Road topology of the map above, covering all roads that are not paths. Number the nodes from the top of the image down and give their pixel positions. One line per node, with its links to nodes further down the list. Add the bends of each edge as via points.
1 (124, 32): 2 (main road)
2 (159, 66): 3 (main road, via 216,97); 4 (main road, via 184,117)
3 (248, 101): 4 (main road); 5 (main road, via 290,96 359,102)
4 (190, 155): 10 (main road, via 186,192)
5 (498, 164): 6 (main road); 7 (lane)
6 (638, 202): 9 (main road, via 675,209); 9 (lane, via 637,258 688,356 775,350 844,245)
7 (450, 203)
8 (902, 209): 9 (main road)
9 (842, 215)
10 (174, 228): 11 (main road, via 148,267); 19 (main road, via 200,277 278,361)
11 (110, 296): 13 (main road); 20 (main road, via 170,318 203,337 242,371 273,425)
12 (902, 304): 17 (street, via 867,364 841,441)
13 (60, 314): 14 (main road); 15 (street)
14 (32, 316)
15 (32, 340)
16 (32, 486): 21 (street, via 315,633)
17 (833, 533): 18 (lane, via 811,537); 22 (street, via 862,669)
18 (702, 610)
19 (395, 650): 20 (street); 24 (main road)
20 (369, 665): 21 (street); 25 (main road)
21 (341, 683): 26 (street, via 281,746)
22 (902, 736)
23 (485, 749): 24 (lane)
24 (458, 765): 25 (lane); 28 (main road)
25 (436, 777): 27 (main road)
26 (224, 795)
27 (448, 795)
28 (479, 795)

* _Task brief_:
Each line of the listing has to be repeated exactly in the reply.

* _Task solution_:
Road topology of the map above, covering all roads that are not paths. Number the nodes from the top of the image down and give their pixel positions. One line per node, with its links to nodes further down the list. Add the bends of each edge as via points.
1 (124, 32): 2 (main road)
2 (159, 66): 3 (main road, via 216,97); 4 (main road, via 184,117)
3 (248, 101): 4 (main road); 5 (main road, via 290,96 359,102)
4 (190, 155): 10 (main road, via 186,192)
5 (498, 164): 6 (main road); 7 (lane)
6 (638, 202): 9 (main road, via 675,209); 9 (lane, via 637,258 688,356 775,350 844,245)
7 (450, 203)
8 (902, 209): 9 (main road)
9 (842, 215)
10 (174, 228): 11 (main road, via 148,267); 19 (main road, via 200,277 278,361)
11 (110, 296): 13 (main road); 20 (main road, via 170,318 203,337 242,371 273,425)
12 (902, 304): 17 (street, via 867,364 841,441)
13 (60, 314): 14 (main road); 15 (street)
14 (32, 316)
15 (32, 340)
16 (32, 486): 21 (street, via 315,633)
17 (833, 533): 18 (lane, via 811,537); 22 (street, via 862,669)
18 (702, 610)
19 (395, 650): 20 (street); 24 (main road)
20 (369, 665): 21 (street); 25 (main road)
21 (341, 683): 26 (street, via 281,746)
22 (902, 736)
23 (485, 749): 24 (lane)
24 (458, 765): 25 (lane); 28 (main road)
25 (436, 777): 27 (main road)
26 (224, 795)
27 (448, 795)
28 (479, 795)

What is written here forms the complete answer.